In some ways it is less like the Al Qaeda of 2001 than like the Al Qaeda of the mid-1990s, before it was able to build up organizationally with a base of operations in Afghanistan. It is best understood as a radical ideology loosely inspiring a disparate and very decentralized set of localized Islamist extremist organizations.
For some terrorism experts, Al Qaeda as an organization simply no longer exists. Its Afghan training and indoctrination sites are gone. Key leaders have been killed or captured, or are on the run. Yet Al Qaeda as an ideology of global confrontation and jihad, "struggle" or "holy war," still exists.
"That is why I speak of 'Al Qaedaism' as more of a factor today than Al Qaeda," says Magnus Ranstorp of the Center for the Study of Terrorism and Political Violence at the University of St. Andrews in Scotland.

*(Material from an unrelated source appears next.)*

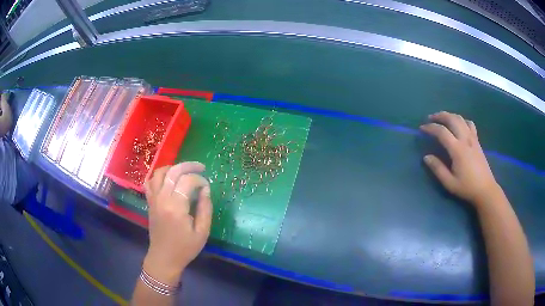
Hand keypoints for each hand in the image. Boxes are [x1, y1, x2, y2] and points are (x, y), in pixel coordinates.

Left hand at [142, 162, 211, 285]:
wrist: (164, 258)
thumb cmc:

Osama bin Laden, still at large, founded the organization in 1988, along with Mohammed Atef (aka Abu Hafs al-Masri), an Egyptian who was killed in a US airstrike in Afghanistan. The group has a shura, or consultative council, the composition of which is unknown. But some of the people "most wanted" for organizing operations under Al Qaeda's name or ideology, such as Abu Musab al-Zarqawi, are not believed to be part of any centralized leadership.
The Al Qaeda leadership may maintain some command-and-control capability from suspected locations in or near Pakistan - despite Pakistani President Pervez Musharraf's recent declaration about a smashed Al Qaeda. One possible example: In a tape released June 17 by the Arab television network Al Jazeera, Al Qaeda No. 2 Ayman al-Zawahiri called for revenge against Britain for allying with the US. Some experts believe such tapes are directives to proceed with an operation. In any case, the London bombings soon followed.

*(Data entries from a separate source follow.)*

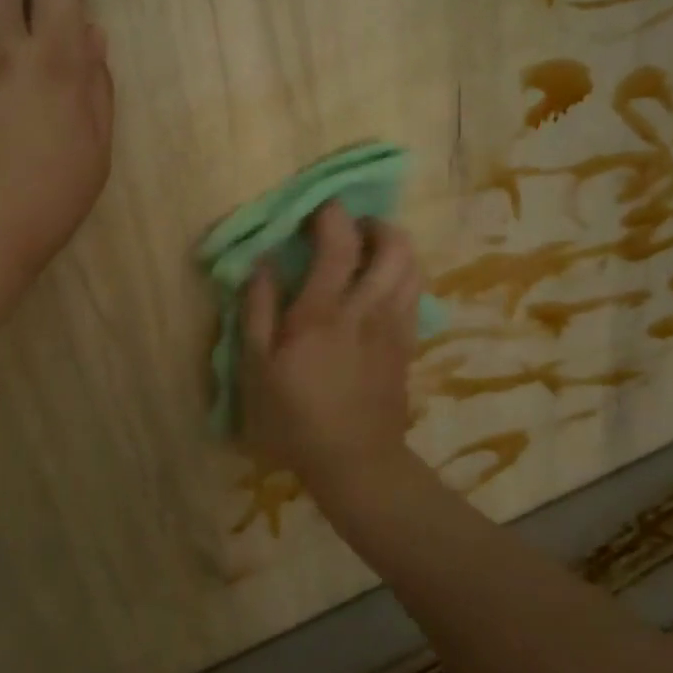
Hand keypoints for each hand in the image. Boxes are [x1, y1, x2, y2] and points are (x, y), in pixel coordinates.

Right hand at [240, 202, 422, 493]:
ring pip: (413, 268)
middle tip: (352, 228)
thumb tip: (265, 263)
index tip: (318, 210)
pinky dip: (404, 277)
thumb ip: (258, 309)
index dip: (333, 216)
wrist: (354, 462)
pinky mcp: (407, 346)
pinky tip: (383, 289)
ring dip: (396, 248)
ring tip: (370, 253)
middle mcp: (367, 310)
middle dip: (376, 225)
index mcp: (323, 312)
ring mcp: (394, 327)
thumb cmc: (293, 417)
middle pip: (394, 246)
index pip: (340, 243)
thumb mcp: (256, 368)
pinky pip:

For Islamist militants, the long-term objective is an Islamic superstate, or caliphate. Narrower objectives include the end of the state of Israel and toppling secular Middle Eastern regimes like Egypt's. It is an article of faith that the US and all secular Western states stand in their way, and weakening those states is seen as positive for all their objectives.
The global jihad has long named two types of targets: the "near enemy" (Israel or secular Arab regimes) and the "far enemy" - America and its allies. Zawahiri was always more interested in the "near enemy" that stood in the way of an Islamic state in his homeland, Egypt. Bin Laden was more interested in the "far enemy," because he felt success could not be achieved closer to home until US financial and military backing for these regimes was eroded. When Zawahiri merged his Egyptian Islamic Jihad with Al Qaeda in 1998, the two trends were brought together.